Items from a data source:
* * *

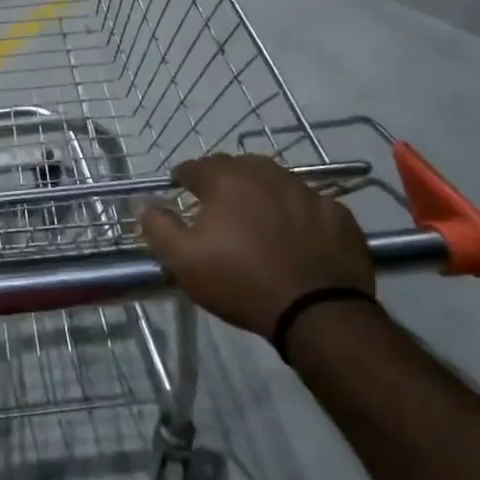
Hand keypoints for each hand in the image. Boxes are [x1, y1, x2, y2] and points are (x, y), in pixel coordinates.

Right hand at [141, 154, 373, 336]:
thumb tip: (141, 202)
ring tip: (256, 216)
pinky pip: (309, 204)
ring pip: (275, 180)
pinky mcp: (338, 214)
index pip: (195, 166)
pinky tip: (296, 234)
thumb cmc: (241, 282)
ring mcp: (306, 191)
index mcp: (226, 180)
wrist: (318, 313)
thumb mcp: (183, 261)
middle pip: (237, 167)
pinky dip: (298, 212)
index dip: (183, 177)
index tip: (179, 189)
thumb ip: (157, 227)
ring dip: (261, 191)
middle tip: (217, 204)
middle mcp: (266, 174)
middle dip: (223, 180)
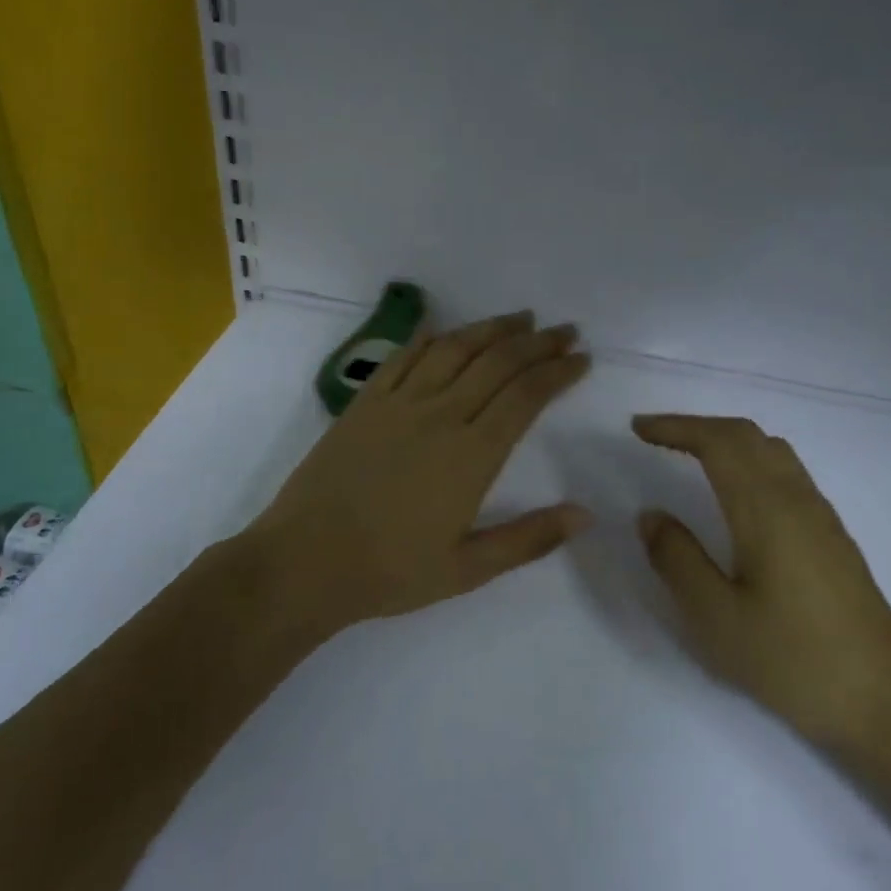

* * *

** TASK GOAL **
Copy the data word for word. Pictures do not go in the copy.

** RESULT OF THIS EXERCISE **
Hand keypoints for each hand in the image. Boxes are [x1, y1, x2, y2] and points are (x, y), in pixel coordinates.

Right hand at [141, 154, 373, 336]:
thumb tip: (141, 202)
ring tip: (256, 216)
pinky pip: (309, 204)
ring pip: (275, 180)
pinky mcp: (338, 214)
index pip: (195, 166)
pinky tip: (296, 234)
thumb cmc: (241, 282)
ring mcp: (306, 191)
index mcp: (226, 180)
wrist: (318, 313)
thumb mcp: (183, 261)
middle pip: (237, 167)
pinky dip: (298, 212)
index dip: (183, 177)
index tip: (179, 189)
thumb ip: (157, 227)
ring dip: (261, 191)
middle tip: (217, 204)
middle mcp: (266, 174)
middle dip: (223, 180)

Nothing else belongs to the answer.